Add a simple accelerator selection mechanism. #895

zolkis · 2025-10-08T13:21:32Z

Fixes #815

As explained in #884, add context options and attributes/internal slots that can be used for conveying application hints wrt the preferred acceleration type (CPU or massively parallel processing, i.e. NPU or GPU).

This is a minimal change, and we might want to refine more the algorithms wrt. context power preferences and acceleration options (currently not addressed). These could be done in this PR, or in a separate subsequent PR.

Preview | Diff

Signed-off-by: Zoltan Kis <[email protected]>

…d the poll CPU fallback status steps. Invoke it from graph.dispatch(). Signed-off-by: Zoltan Kis <[email protected]>

anssiko · 2025-10-21T06:55:50Z

@zolkis thank you for formalizing the group’s current thinking into this PR!

@huningxin @RafaelCintron, this spec PR is on the WebML WG Teleconference – 23 October 2025 agenda. Reviews, comments, questions prior in this PR appreciated.

@handellm to check we remain aligned with Google Meet requirements.

FYI @mtavenrath who expressed interest in this space.
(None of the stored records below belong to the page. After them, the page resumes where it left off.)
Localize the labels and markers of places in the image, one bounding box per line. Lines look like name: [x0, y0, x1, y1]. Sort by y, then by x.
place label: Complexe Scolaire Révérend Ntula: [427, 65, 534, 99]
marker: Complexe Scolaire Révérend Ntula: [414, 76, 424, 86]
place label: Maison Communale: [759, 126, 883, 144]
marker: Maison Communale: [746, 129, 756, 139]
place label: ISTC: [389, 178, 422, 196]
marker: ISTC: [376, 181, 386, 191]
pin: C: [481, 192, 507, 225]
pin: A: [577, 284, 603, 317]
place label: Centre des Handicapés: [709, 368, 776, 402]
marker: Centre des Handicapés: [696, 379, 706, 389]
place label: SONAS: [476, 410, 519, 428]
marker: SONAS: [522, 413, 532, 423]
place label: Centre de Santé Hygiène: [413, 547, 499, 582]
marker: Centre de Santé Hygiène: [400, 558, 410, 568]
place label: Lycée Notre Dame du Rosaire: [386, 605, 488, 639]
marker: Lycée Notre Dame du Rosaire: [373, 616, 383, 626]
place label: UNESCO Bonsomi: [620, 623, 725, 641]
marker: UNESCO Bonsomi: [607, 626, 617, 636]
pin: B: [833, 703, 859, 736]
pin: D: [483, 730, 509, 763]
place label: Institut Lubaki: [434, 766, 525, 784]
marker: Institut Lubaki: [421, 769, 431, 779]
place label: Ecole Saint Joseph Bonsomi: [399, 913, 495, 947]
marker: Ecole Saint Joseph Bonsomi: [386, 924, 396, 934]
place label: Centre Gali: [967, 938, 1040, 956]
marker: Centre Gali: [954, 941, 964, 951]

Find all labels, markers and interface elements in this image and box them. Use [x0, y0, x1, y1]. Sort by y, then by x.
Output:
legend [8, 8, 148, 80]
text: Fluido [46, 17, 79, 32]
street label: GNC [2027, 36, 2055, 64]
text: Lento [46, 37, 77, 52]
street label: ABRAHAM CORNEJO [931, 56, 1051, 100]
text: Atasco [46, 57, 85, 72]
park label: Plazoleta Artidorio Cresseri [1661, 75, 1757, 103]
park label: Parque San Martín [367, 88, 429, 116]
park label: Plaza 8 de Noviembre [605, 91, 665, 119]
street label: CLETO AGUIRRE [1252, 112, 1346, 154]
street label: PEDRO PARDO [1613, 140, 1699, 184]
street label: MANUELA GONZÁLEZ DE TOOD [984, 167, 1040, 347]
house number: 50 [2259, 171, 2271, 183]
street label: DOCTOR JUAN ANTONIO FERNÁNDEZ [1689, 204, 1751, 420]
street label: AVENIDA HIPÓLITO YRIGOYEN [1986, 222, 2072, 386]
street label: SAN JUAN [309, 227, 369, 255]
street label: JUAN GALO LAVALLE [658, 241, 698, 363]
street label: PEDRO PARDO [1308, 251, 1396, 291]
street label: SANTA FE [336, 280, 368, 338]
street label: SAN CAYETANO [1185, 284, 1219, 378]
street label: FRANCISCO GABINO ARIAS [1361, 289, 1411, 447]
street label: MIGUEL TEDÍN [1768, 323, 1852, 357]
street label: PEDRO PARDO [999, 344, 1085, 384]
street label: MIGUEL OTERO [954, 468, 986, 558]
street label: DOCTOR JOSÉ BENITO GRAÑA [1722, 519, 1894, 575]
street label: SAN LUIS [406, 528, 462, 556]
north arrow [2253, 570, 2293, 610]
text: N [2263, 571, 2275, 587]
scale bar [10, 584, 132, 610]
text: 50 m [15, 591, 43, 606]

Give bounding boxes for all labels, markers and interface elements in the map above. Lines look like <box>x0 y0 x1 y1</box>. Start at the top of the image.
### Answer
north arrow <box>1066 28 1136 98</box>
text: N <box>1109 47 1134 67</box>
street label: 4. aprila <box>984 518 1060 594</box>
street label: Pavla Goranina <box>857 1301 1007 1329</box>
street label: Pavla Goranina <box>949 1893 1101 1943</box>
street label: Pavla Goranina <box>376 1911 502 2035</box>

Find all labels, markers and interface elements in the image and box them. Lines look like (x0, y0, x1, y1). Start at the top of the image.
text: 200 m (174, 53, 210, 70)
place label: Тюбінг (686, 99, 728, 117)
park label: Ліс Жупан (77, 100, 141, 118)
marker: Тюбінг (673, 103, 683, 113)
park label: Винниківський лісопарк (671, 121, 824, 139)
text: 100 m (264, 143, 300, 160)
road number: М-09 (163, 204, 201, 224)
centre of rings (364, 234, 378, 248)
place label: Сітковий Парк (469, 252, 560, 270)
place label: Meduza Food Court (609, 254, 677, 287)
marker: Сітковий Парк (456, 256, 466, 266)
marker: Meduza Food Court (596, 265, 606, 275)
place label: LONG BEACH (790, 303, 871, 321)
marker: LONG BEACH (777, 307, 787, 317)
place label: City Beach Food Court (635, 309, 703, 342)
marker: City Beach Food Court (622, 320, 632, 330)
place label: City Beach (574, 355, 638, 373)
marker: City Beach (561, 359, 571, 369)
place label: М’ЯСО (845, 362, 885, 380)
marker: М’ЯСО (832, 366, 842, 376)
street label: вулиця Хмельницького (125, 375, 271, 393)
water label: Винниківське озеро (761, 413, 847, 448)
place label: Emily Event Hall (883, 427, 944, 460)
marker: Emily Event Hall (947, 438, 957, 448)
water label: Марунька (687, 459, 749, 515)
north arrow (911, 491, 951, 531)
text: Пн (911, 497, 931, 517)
handellm · 2025-10-21T12:06:40Z

Seems good!

index.bs

Co-authored-by: Reilly Grant <[email protected]>

huningxin · 2025-10-25T23:13:18Z

index.bs

    1. Enqueue the following steps to |graph|.{{MLGraph/[[context]]}}.{{MLContext/[[timeline]]}}:
        1. Run these steps, but [=/abort when=] [=this=] [=MLContext/is lost=]:
-            1. Issue a compute request to |graph|.{{MLGraph/[[implementation]]}} given |inputs| and |outputs|.
+            1. Issue a compute request to |graph|.{{MLGraph/[[implementation]]}} given |inputs| and |outputs|, as well as |graph|.{{MLGraph/[[context]]}}.{{MLContext/[[powerPreference]]}} and |graph|.{{MLGraph/[[context]]}}.{{MLContext/[[accelerated]]}}.


I suppose powerPreference and accelerated options should be used by build steps rather than dispatch?

These steps were meant for the dispatch phase, when the actual accelerators are selected.
If underlying accelerators cannot be modified during dispatch, then yes, these could be in the build steps, for static preparation.
However, if supported, they should also be included in the dispatch steps, which is the final decision point in dynamic execution.
I guess for now we could just move it to the build phase.

huningxin · 2025-10-25T23:14:26Z

index.bs

        1. Run these steps, but [=/abort when=] [=this=] [=MLContext/is lost=]:
-            1. Issue a compute request to |graph|.{{MLGraph/[[implementation]]}} given |inputs| and |outputs|.
+            1. Issue a compute request to |graph|.{{MLGraph/[[implementation]]}} given |inputs| and |outputs|, as well as |graph|.{{MLGraph/[[context]]}}.{{MLContext/[[powerPreference]]}} and |graph|.{{MLGraph/[[context]]}}.{{MLContext/[[accelerated]]}}.
+            1. Run the steps to [=poll CPU fallback status=] for |graph|.{{MLGraph/[[context]]}}.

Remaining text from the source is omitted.